Jakarta, KPonline – Sekretaris Jenderal Konfederasi Serikat Pekerja Indonesia (KSPI) Ramidi memberitahu saya, jika Mahkamah Konstitusi mengagendakan persidangan lanjutan terkait UU Cipta Kerja (omnibus law) pada hari Senin, tanggal 18 Januari 2021.
Ia meminta saya untuk mempersiapkan “pengawalan” terhadap persidangan tersebut. Pengawalan yang dimaksud dilakukan dengan menggelar aksi lapangan dan aksi virtual.
Terkait dengan aksi lapangan dan virtual ini, saya pernah menuliskannya dalam artikel berjudul Mencari Cara untuk Terus Bersuara. Setidaknya untuk saat ini, aksi seperti ini adalah cara terbaik yang bisa kita lakukan.
Bagi gerakan buruh, setiap persidangan dilakukan, setiap kali itu juga akan dijadikan panggung perlawanan. Kita tidak sekedar menyerahkan perkara ini ke Majelis Hakim. Kaum buruh harus ikut ambil bagian untuk memastikan agar persidangan ini berjalan adil.
Apalagi kita tahu, omnibus law adalah isu yang menjadi perhatian serius kaum buruh. Di mana pun mereka berada.
Mendengar Keterangan DPR dan Presiden
Adapun agenda persidangan tanggal 18 Januari nanti adalah mendengarkan Keterangan DPR dan Presiden. Ini penting untuk kita perhatikan. Apa sesungguhnya yang ada di dalam pikiran DPR dan Presiden yang sudah mengesahkan UU Cipta Kerja.
Sesuatu yang, sebenarnya, sudah bisa kita kira-kira apa isinya. Kemungkinan tidak jauh-jauh dari penjelasan, bahwa omnibus law adalah solusi bagi perekonomian negeri. Bahwa UU Cipta Kerja dibuat untuk mensejahterakan kaum buruh.
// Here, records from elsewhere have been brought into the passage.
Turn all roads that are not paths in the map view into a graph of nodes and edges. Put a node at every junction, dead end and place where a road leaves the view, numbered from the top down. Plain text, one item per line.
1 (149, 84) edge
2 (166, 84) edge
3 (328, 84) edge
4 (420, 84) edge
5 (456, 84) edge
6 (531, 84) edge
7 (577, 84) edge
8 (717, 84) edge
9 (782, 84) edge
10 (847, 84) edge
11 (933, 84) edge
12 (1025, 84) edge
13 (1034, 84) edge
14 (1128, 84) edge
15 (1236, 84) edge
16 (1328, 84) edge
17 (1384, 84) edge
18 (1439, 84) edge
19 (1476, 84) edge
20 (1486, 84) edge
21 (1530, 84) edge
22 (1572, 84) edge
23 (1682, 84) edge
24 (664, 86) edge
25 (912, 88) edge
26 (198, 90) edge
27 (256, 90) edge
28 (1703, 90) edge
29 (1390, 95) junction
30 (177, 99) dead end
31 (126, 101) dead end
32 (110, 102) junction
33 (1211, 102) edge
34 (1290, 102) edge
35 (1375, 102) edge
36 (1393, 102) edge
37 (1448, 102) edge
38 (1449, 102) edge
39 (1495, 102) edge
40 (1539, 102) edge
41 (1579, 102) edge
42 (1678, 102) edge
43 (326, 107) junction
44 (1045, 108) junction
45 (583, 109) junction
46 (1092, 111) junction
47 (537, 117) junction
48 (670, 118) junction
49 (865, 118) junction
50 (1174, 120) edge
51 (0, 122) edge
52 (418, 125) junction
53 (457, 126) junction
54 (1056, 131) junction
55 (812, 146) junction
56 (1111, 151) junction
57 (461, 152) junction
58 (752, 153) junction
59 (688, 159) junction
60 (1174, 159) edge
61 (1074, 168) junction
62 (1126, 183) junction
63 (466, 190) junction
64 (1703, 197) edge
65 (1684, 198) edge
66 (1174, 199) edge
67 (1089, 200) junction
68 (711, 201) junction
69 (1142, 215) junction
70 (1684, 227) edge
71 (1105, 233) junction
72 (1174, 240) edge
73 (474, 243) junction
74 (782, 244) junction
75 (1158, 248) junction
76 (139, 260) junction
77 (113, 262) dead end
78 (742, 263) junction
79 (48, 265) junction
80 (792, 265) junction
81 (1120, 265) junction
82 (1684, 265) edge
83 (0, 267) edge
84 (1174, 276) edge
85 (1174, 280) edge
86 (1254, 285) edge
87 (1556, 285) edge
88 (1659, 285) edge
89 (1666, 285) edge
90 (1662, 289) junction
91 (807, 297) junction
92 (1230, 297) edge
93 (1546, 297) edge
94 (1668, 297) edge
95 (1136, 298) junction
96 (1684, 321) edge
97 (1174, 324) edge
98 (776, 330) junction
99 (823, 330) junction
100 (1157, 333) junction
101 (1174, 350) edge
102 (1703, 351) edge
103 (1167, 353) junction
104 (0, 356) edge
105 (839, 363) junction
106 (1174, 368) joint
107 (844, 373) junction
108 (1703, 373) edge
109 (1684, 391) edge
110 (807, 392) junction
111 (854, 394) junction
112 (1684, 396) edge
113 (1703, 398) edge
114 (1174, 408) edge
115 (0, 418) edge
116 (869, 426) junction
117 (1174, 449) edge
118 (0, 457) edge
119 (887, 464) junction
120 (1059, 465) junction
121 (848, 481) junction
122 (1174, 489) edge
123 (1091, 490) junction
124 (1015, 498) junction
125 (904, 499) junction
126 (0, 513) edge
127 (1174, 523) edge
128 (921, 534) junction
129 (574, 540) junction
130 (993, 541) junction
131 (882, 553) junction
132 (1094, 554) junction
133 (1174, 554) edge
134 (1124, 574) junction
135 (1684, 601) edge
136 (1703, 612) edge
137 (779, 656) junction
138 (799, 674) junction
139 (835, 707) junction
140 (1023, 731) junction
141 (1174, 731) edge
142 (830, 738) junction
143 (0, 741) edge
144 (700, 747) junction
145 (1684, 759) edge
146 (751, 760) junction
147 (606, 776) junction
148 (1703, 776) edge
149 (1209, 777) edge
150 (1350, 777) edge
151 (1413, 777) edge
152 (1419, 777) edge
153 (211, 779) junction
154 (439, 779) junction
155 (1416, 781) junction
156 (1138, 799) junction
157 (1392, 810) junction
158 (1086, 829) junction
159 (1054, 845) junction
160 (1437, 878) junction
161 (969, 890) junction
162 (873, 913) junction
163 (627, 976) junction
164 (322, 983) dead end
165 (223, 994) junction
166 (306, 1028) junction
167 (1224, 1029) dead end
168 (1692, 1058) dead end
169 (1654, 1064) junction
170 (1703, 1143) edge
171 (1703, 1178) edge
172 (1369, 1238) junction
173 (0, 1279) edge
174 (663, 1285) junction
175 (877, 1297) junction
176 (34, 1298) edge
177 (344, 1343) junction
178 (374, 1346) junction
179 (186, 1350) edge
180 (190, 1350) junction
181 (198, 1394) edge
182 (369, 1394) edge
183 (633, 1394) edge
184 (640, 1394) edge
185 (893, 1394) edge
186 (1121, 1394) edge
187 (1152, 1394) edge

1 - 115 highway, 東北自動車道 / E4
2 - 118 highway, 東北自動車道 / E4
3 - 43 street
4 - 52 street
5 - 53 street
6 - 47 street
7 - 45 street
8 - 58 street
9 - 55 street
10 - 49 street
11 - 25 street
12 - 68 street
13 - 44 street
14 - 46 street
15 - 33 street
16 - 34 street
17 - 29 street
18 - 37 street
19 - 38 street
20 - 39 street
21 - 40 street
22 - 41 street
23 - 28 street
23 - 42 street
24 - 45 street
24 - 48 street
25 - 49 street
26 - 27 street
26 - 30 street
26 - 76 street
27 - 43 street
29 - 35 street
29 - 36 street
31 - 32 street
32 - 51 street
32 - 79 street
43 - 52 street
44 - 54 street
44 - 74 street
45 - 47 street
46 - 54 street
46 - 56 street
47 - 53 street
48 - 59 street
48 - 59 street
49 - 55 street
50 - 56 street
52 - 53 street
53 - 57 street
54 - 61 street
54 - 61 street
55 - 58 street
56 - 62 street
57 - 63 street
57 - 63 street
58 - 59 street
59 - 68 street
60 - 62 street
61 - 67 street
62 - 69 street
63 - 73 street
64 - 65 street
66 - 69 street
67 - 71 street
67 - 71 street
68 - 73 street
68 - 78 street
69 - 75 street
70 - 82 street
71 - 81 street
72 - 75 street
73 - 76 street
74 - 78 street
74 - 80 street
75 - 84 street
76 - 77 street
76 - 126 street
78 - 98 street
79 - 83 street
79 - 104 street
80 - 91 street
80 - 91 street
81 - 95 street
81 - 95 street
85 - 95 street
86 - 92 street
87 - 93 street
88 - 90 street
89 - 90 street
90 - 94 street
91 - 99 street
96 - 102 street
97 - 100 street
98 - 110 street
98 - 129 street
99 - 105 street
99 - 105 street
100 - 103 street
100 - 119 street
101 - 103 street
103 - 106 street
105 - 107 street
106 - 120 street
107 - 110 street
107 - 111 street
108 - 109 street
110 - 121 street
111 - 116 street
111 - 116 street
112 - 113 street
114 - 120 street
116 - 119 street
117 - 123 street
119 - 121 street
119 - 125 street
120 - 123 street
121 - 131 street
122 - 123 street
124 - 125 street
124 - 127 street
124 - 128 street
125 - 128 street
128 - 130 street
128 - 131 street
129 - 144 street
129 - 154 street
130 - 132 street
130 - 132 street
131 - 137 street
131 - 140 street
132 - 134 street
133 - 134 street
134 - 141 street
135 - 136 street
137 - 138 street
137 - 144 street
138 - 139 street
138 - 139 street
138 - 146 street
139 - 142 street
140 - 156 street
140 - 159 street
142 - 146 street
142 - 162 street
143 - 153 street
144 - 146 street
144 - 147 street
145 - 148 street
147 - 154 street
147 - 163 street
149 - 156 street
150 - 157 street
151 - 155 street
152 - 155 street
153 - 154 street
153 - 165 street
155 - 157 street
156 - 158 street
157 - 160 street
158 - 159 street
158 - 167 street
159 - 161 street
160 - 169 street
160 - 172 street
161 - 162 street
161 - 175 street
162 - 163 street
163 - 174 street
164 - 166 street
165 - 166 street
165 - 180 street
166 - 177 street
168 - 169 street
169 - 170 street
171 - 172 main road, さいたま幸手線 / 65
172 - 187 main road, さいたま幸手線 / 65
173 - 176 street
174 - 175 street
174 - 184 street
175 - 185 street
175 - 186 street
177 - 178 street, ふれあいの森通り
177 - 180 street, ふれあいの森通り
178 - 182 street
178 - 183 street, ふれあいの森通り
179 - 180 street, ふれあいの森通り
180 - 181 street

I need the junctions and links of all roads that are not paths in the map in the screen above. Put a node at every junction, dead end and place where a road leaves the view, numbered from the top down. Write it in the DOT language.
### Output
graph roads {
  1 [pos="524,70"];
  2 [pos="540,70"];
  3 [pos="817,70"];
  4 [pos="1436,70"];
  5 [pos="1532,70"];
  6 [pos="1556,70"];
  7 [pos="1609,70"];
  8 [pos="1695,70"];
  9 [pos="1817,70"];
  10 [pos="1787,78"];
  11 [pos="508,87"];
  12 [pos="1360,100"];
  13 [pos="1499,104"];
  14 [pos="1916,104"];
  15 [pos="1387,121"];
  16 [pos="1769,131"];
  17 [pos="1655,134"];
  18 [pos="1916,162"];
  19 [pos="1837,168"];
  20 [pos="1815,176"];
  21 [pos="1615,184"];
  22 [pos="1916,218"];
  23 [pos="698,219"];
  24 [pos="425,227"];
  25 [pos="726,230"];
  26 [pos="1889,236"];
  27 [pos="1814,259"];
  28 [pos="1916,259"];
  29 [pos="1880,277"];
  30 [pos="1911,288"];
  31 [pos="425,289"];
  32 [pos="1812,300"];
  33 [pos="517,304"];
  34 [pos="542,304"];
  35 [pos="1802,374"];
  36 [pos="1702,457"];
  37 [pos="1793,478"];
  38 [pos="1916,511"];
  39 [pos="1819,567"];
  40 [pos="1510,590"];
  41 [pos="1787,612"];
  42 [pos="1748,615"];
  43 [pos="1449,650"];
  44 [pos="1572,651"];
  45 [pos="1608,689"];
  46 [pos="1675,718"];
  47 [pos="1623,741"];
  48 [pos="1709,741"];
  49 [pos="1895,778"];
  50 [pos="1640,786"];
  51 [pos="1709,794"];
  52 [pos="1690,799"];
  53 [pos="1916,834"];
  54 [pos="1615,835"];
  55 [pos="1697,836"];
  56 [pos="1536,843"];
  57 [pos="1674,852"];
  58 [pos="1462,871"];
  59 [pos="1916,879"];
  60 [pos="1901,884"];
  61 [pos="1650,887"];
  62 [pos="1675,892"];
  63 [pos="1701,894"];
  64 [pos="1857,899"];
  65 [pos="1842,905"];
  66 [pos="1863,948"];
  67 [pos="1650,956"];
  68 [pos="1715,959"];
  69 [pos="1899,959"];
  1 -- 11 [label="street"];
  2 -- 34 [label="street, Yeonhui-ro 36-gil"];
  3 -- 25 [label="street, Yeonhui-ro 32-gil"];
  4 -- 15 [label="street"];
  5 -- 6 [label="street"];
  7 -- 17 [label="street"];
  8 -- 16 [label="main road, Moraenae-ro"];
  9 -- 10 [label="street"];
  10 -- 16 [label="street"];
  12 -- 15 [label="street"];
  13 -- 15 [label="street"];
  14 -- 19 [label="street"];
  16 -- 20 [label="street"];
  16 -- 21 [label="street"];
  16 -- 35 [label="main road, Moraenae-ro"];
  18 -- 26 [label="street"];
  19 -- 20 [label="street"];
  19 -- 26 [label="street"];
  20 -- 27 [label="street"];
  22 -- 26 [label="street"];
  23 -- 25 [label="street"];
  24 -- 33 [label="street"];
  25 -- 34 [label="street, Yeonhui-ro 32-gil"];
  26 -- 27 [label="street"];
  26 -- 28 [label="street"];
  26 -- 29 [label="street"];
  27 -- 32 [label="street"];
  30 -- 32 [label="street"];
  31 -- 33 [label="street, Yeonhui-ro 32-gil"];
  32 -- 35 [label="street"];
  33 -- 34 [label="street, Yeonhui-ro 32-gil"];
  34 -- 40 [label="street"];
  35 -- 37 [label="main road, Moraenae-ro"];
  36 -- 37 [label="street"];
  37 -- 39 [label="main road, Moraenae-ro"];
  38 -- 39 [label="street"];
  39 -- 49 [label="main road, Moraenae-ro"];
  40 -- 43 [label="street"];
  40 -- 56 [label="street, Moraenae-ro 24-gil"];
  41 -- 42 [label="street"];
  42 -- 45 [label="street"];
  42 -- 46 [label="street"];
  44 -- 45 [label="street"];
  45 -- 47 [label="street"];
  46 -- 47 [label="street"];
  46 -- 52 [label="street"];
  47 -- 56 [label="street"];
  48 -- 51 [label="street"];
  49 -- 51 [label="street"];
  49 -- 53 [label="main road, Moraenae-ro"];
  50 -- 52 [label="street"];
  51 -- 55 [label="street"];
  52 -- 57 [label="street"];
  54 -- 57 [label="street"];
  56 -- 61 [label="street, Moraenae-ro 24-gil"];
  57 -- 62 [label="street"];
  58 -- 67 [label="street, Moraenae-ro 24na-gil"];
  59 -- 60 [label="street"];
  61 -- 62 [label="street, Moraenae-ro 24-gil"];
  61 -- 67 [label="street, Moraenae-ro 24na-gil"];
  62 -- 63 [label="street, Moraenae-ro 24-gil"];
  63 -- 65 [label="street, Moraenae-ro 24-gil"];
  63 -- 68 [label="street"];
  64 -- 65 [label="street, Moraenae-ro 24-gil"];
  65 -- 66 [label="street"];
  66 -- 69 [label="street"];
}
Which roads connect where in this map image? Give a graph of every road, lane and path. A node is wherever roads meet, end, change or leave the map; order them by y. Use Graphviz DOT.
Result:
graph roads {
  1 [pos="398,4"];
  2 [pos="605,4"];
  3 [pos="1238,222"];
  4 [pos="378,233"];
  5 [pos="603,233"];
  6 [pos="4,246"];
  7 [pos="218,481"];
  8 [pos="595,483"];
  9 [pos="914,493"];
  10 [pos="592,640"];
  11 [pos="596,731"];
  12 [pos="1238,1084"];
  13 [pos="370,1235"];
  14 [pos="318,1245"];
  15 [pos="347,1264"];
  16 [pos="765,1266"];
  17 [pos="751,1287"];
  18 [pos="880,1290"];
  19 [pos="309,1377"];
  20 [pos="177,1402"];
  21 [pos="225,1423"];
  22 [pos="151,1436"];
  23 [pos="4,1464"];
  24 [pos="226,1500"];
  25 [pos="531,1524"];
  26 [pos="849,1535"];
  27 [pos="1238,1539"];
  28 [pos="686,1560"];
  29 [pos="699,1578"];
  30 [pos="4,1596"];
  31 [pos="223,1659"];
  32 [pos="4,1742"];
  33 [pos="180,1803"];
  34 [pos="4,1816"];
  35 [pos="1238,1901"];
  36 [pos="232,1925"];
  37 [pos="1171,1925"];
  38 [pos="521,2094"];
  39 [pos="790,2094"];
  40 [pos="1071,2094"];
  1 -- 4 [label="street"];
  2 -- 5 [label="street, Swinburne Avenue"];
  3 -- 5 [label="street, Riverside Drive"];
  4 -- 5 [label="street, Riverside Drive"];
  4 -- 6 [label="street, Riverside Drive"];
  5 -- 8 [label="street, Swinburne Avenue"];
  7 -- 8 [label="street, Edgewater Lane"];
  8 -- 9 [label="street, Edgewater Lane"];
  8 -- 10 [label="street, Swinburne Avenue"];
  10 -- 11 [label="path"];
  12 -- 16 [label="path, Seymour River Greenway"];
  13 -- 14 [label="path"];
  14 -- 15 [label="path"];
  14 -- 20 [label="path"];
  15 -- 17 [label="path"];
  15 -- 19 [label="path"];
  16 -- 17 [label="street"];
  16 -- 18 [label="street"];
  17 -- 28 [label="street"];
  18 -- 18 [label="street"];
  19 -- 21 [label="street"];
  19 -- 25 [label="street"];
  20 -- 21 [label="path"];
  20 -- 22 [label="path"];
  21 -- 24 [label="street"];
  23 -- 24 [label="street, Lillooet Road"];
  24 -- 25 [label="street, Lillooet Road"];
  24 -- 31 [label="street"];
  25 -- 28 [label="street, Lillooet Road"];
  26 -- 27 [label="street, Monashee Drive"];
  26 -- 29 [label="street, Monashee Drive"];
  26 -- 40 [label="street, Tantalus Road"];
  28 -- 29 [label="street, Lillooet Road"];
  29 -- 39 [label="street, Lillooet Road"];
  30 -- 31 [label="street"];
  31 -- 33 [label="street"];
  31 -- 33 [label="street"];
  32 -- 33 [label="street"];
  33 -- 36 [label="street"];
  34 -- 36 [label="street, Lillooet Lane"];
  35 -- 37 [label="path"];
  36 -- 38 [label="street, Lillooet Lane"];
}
Berbeda dengan serikat buruh yang menyoroti dari sisi negatif, DPR dan Presiden tentu akan menyampaikan dari sisi sebaliknya. Bahwa beleid ini akan berdampak positif.
Tetapi di persis di situlah titik persoalan kita. Bahwa apakah yang indah-indah itu tercermin di dalam pasal-pasal yang ada di dalam UU Cipta Kerja. Lebih konkret lagi, apakah UU Cipta Kerja lebih baik dari UU eksisting atau justru lebih buruk.
Serikat buruh sudah menegaskan, bahwa kualitas UU Cipta Kerja lebih buruk — setidaknya jika dibandingkan dengan UU Ketenagakerjaan. KSPI, misalnya, menyebut ada 12 isu, di mana buruh dirugikan akibat hadirnya omnibus law.
Adapun kedua belas isu itu menyangkut hal-hal terkait dengan Lembaga Pelatihan Kerja, Pelaksana Penempatan Tenaga Kerja. Tenaga Kerja Asing, Perjanjian Kerja Waktu Tertentu/PKWT, Pekerja Alih Daya/Outsourcing, Waktu Kerja, Cuti, Upah dan Upah Minimum, Pemutusan Hubungan Kerja/PHK, Pesangon, Penghapusan Sanksi Pidana, dan Jaminan Sosial.
Gelorakan Kembali Penolakan terhadap Omnibus Law
Seperti yang disampaikan Presiden KSPI Said Iqbal, serikat buruh harus menjadi benteng terakhir untuk memastikan agar hak-hak kaum buruh tidak dirampas. Karenanya, perjuangan untuk membatalkan UU Cipta Kerja harus berlanjut. Termasuk saat sidang tanggal 18 Januari nanti.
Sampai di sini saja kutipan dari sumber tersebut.